From 6 April 2027, it applies if your qualifying income is over £30,000, based on the 2025 to 2026 tax year.
If you run a business that must switch to MTD ITSA, you'll need compatible software to keep digital records and submit updates.
HMRC's step-by-step guidance is the clearest reference point on what you must do and when.
What HSBC and Sage are offering
HSBC says the tool will let eligible business banking customers handle key finance admin tasks and MTD submissions in one place.
It's pitched mainly at sole traders and landlords, ahead of April 2026, and includes:
invoicing and basic accounting inside HSBC business banking
an estimated tax position, to help you plan for what you may owe
the ability to send MTD updates and file to HMRC through the HSBC banking experience
Media reports present it as a practical attempt to reduce "app switching" and make MTD readiness feel less like a separate project.
Cost and access
HSBC says the service is for eligible HSBC UK business banking customers.
It will launch from April 2026, with an introductory free period then a monthly fee for MTD and insights tools, while invoicing stays free.
HSBC is also directing customers towards a registration of interest route ahead of launch.
Why small firms should take notice
For many microbusinesses, the hard part of tax returns isn't the final submission, but moving away from doing everything at year-end.
MTD ITSA pushes you towards keeping digital records as you go, using compatible software to produce quarterly updates and an end-of-year finalisation.
Sage is also using the announcement to highlight a readiness gap, citing research that many sole traders still rely on spreadsheets or paper and feel unprepared.
If accounting and tax admin sit inside your bank account, it may be easier to build the habit.
Many sole traders open their bank app far more often than they open an accounts package.
The implications
MTD will become regular admin, not a once-a-year rush: If your business has to use MTD ITSA, you'll need a simple monthly routine. Keep on top of income and costs, and file them in the right categories. Software helps, but you still have to stay organised.
"Simple" tools won't work for everyone: If you have more than one income stream, more than one trade or tricky property and expense rules, you may need an accountant or more capable software.
Convenience can make it harder to switch: If your bank includes bookkeeping and tax filing, moving banks can feel like a bigger job. It's worth checking you can export your records easily and move them to another provider without hassle.
This shows where things are heading: More banks and platforms will build tax admin into everyday tools. The ones that stand out will be the ones that are easy to use, have decent support and don't leave the smallest firms behind.
Enterprise Nation's view
We welcome anything that allows small business to cut their admin time and prepare for MTD without turning it into a major tech project.
A tool that sits inside existing banking apps or platforms could help some sole traders take a first step towards keeping digital records that keep to the law.
But two points matter if this shift is going to work for the wider small business population.

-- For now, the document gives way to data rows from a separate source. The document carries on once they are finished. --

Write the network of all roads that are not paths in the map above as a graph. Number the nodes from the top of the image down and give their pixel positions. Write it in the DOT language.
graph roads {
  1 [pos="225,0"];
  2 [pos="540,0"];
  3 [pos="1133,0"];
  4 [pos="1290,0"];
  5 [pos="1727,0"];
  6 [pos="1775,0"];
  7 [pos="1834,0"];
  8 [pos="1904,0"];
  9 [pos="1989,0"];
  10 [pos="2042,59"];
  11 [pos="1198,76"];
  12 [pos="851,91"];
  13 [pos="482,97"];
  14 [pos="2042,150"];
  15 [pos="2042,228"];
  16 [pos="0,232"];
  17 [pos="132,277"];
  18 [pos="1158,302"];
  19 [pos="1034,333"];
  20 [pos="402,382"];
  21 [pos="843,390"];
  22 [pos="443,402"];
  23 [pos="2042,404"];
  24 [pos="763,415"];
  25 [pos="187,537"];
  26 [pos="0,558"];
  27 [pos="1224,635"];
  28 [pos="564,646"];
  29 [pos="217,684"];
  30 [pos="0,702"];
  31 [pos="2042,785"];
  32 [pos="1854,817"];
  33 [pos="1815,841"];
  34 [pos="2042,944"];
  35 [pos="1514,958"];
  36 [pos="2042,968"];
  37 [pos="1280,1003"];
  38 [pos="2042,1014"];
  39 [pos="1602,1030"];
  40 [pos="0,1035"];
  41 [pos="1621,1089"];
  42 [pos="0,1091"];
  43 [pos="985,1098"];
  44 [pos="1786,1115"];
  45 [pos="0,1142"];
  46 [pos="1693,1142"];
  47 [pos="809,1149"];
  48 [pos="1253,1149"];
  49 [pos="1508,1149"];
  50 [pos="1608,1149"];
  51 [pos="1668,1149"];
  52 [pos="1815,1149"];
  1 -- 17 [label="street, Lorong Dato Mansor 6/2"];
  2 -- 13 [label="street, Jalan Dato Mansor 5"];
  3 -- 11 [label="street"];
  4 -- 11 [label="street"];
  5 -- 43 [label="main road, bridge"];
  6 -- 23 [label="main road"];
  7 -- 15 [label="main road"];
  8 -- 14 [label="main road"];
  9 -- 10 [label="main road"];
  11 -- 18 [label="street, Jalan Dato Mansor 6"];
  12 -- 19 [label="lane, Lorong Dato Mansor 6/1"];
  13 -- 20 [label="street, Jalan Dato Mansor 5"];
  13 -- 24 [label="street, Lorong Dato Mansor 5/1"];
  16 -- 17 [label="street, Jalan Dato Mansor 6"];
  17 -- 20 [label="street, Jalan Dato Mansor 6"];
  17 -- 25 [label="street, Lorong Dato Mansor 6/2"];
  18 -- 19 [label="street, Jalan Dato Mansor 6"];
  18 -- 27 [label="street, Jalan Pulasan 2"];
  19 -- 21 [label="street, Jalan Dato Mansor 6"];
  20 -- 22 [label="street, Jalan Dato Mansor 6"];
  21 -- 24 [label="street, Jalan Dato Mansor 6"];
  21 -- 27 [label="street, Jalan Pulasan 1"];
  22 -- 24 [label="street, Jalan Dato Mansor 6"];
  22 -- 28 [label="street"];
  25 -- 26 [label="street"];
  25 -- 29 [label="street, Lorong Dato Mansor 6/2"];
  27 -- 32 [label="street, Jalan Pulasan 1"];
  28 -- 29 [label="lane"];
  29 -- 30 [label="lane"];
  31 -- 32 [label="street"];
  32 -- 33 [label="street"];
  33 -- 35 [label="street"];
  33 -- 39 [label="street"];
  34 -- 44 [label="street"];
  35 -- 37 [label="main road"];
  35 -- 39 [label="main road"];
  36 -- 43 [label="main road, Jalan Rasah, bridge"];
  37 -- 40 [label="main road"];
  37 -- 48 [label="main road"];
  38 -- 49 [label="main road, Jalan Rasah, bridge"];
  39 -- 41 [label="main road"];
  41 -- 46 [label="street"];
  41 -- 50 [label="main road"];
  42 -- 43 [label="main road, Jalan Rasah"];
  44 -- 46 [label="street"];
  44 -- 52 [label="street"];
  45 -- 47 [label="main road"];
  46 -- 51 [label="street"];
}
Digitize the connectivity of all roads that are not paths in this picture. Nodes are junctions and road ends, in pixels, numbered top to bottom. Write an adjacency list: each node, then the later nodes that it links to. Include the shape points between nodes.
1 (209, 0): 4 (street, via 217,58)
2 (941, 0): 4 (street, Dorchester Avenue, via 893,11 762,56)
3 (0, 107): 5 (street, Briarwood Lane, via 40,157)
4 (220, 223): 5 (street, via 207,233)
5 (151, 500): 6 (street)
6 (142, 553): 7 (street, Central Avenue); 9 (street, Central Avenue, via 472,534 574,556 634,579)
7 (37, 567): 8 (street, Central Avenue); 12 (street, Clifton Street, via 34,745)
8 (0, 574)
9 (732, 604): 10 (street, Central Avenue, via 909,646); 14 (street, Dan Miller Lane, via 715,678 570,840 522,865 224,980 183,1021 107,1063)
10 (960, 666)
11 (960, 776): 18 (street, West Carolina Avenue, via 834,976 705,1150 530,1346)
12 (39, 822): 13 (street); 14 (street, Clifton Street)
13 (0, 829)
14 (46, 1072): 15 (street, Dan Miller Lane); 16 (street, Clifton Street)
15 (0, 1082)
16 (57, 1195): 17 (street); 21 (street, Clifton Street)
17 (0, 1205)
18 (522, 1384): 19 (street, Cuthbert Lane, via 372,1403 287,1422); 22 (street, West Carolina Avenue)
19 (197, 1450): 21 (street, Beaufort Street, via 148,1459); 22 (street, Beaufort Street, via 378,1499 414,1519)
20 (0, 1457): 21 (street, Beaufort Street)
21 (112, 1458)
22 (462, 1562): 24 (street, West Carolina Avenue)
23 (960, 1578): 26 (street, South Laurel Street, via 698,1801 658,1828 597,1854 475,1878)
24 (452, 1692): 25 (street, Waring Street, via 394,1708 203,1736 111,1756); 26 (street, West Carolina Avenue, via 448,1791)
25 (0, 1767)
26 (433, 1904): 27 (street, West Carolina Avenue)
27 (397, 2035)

First, support must be broader than one provider's customer base. MTD will only succeed if founders can access simple, affordable ways to keep to the law, whether they bank with HSBC or not.
Second, choice must be protected through portability and switching. If embedded finance becomes the norm, small firms need to know they can change banks or software without losing history or creating a compliance headache.
How your small business can benefit now
If you're a sole trader or landlord, three practical actions will put you in a stronger position quickly.
Use HMRC's eligibility guidance to check whether you're in the April 2026 cohort.
Start keeping digital records in real time, even if you begin with the basics. Don't leave it until the end of the year!
Choose a route to staying legally compliant that fits how you work. If you bank with HSBC, look out for My Business Finances and read the terms carefully. If you don't, you'll still need MTD-compatible software when your business falls under the MTD rules.